Le dernier homme (Vegas sur sarthe)
Le dernier homme sur la Terre était assis tout seul dans une pièce. Il y eut un coup à la porte...
un
coup pourtant léger comme un froissement d'ailes de papillon mais, dans
l'absolu silence qui règnait ici, le coup lui fit l'effet d'une
détonation!
Il attendit une éternité, l'oreille tendue vers la
porte, retenant sa respiration à la limite de l'asphyxie; ses ongles
plantés dans les accoudoirs du fauteuil lui faisaient un mal de chien
et il fit un effort surhumain pour se détendre un peu.

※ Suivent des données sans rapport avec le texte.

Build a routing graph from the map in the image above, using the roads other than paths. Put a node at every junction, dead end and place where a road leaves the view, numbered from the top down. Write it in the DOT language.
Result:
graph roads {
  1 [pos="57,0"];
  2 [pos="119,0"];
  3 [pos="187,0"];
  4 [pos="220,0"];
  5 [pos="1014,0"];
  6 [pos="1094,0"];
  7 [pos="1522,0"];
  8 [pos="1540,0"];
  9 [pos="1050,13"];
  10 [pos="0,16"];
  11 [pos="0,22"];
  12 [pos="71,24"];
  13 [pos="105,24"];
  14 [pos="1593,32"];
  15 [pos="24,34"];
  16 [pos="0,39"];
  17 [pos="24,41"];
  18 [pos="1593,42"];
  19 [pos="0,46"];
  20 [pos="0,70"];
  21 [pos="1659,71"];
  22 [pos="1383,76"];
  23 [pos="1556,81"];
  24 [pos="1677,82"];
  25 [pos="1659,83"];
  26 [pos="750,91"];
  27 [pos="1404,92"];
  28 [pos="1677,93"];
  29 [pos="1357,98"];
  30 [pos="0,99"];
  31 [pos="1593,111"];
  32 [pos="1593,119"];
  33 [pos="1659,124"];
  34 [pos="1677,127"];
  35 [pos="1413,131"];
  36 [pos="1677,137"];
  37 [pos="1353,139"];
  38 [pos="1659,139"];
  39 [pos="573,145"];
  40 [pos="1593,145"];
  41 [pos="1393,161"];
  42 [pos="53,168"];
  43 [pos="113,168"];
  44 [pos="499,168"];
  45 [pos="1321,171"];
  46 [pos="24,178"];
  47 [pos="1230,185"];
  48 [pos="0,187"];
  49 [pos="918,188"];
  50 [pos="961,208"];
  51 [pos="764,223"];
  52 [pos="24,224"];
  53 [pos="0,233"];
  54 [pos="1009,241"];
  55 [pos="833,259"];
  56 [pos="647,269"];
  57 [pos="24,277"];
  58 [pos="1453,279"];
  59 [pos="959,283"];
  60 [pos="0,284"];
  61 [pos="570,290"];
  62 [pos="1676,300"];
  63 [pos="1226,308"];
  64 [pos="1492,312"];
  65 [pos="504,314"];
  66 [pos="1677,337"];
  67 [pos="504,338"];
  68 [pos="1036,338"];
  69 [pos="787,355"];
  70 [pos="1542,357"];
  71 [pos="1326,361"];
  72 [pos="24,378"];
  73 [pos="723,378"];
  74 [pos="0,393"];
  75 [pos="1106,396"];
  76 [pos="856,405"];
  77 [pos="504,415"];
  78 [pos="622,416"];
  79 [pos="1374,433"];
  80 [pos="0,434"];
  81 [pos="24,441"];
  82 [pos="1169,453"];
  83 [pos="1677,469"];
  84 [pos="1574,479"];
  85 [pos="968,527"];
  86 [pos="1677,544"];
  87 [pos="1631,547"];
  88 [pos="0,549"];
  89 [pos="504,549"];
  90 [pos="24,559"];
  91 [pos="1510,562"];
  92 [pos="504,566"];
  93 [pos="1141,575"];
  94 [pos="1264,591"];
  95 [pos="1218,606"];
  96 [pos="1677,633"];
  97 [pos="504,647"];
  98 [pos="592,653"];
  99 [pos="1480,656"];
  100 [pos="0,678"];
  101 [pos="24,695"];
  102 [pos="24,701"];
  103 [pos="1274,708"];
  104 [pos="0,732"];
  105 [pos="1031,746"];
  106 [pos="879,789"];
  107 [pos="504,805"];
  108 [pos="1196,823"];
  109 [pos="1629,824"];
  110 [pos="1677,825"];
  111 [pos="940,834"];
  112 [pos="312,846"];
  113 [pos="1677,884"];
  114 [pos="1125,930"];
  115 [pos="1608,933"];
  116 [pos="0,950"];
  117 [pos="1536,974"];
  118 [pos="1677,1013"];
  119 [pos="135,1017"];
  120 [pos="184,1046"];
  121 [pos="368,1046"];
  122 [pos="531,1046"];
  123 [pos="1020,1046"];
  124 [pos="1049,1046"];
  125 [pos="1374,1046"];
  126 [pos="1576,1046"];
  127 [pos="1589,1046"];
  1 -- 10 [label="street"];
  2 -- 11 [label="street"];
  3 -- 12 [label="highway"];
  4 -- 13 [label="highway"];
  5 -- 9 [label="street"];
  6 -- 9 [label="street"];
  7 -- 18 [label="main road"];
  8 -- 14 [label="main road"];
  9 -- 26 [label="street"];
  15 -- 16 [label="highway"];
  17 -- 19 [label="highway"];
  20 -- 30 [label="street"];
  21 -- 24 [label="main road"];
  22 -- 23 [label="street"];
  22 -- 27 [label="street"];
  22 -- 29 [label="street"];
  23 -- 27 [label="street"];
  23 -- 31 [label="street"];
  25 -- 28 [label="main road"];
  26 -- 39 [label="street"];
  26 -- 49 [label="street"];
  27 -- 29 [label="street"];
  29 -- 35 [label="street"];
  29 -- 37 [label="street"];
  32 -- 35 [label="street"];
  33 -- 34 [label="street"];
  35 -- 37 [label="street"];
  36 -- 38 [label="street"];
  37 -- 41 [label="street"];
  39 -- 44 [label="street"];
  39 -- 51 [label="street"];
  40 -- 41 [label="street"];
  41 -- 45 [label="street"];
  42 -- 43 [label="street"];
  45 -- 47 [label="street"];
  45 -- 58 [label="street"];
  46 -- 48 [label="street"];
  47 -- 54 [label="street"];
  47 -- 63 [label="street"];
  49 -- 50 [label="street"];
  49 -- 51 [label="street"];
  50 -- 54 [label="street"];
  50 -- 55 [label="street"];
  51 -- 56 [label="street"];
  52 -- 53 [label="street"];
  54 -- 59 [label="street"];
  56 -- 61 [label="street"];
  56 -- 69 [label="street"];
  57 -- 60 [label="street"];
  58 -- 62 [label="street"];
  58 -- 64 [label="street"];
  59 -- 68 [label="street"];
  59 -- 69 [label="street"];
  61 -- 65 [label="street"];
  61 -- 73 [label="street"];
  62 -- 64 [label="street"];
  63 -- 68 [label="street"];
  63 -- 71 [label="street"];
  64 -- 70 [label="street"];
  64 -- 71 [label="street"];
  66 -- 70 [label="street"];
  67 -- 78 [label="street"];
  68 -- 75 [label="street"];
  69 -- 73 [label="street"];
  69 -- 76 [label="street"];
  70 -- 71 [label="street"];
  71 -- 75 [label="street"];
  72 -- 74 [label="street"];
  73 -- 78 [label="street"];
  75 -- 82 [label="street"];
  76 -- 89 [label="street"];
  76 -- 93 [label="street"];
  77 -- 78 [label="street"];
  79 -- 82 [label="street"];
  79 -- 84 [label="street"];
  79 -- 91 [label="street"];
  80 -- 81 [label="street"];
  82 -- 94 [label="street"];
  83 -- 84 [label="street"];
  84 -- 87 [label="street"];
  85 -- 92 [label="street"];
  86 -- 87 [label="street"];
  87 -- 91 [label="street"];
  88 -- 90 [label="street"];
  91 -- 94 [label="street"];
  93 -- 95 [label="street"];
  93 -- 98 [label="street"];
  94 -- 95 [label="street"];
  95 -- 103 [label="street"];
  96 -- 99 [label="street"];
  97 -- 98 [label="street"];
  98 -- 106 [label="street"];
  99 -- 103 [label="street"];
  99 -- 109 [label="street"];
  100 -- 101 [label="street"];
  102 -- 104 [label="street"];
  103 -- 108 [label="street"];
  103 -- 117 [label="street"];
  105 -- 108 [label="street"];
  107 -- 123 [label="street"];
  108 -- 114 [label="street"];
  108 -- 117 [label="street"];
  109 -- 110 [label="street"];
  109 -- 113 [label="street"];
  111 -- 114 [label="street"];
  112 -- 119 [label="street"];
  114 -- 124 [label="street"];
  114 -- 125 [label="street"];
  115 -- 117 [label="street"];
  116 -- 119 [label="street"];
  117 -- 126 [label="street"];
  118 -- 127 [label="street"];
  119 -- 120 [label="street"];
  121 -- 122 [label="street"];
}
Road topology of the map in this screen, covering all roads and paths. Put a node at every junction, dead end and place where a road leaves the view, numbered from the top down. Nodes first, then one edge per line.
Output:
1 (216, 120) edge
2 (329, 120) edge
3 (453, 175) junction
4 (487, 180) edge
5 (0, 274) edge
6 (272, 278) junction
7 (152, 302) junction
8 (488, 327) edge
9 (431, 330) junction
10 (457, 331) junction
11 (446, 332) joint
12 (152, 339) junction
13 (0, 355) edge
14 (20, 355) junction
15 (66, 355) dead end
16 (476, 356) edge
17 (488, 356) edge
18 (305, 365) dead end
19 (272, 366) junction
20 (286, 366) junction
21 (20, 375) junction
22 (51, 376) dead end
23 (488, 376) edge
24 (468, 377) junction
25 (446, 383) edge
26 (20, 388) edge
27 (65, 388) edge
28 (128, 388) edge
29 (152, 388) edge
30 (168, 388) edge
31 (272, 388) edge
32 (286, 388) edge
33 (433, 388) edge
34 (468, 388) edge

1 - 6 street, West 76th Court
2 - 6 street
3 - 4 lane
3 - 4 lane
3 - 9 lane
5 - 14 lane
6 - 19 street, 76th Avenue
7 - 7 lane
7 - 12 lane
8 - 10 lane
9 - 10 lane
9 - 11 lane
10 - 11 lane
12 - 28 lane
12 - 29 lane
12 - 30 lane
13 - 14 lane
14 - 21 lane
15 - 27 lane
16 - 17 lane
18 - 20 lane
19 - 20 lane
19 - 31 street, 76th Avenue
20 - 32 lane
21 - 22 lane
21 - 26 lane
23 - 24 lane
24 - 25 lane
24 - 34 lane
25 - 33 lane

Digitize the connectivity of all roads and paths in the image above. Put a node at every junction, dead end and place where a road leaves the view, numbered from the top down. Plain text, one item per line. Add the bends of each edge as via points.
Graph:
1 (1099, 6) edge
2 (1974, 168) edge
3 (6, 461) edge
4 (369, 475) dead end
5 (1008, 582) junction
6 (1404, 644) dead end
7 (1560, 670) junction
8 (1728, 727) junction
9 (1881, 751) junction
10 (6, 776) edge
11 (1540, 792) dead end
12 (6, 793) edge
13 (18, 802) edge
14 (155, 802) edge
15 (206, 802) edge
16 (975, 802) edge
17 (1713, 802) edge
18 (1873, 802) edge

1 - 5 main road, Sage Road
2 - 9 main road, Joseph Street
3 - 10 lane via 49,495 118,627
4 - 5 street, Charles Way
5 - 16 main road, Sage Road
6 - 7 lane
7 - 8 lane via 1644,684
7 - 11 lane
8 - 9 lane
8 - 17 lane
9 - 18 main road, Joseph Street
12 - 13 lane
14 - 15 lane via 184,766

Ses pauvres
muscles étaient durs comme la pierre et malgré la chaleur qui règnait
dans la pièce une sueur abondante et glacée coulait dans son cou.
Dans le souffle
plus régulier de sa respiration, il sembla distinguer un autre souffle,
comme un écho lointain et plus aigu... mais ça ne pouvait être qu'une
hallucination de plus, comme celles qui le faisaient crier certaines
nuits depuis le cataclysme.
Il avait dû dormir longtemps tant la
lumière du jour était faible et il se força à bouger un peu, quitta le
fauteuil trempé pour déplier sa carcasse en grimaçant; dans quelques
heures il pourrait sortir respirer l'air frais de la nuit et, si les
fauves lui en laissaient le temps il irait jusqu'à la mare pour se
laver.
Ce bruissement d'ailes lui taraudait l'esprit au point qu'il
se risqua à déverrouiller la porte et l'entr'ouvrit avec d'infinies
précautions...
Elle était là immobile devant lui, nue tout comme
lui, un peu voutée et l'air abasourdi comme lui puisque c'était lui,
enfin son sosie féminin!
Elle avait les mêmes traits émaciés et sa
posture aussi, même si la poitrine était lourde et les hanches plus
rondes, et il vit aussitôt qu'elle reproduisait le moindre de ses
mouvements, comme si elle tenait la poignée de la porte avec lui; il
pensa d'abord qu'on avait apporté ici une glace magique qui reflétait
son image au féminin, mais comme il poussait un râle, la créature lui
répondit par le même râle!
Il n'y avait qu'elle et lui mais il porta instinctivement une main sur son bas-ventre, et elle en fit de même.
Décontenacé,
il ouvrit brutalement la porte et aboya: "Qui es-tu?"...La créature
répondait "Qui es-tu" d'un même timbre de voix, la même intonation; il
était face à un clône et si cette explication lui semblait la plus
rationnelle, elle ne le rassurait pas pour autant.
L'homme s'était
habitué à sa solitude et l'idée de partager avec soi-même lui faisait
peur; et puis partager quoi? ses maigres vivres, l'eau de la mare et
l'unique fauteuil de cuir?
Comme il s'avançait
sur le seuil de la porte, il eut soudain envie de toucher cet autre
soi, et avança la main vers elle, ce qu'elle fit aussi; une même lueur
d'incrédulité brillait dans leurs yeux, le battement des paupières,
jusqu'à la respiration étaient semblables.
Alors son index
effleurant l'index, il y eut un chuintement étrange comme une baudruche
qu'on dégonfle, la créature se volatilisa ne laissant dans la poussière
que l'empreinte furtive de ses pieds... et l'homme se vit seul face au
désert vide où une lune pâle vacillait.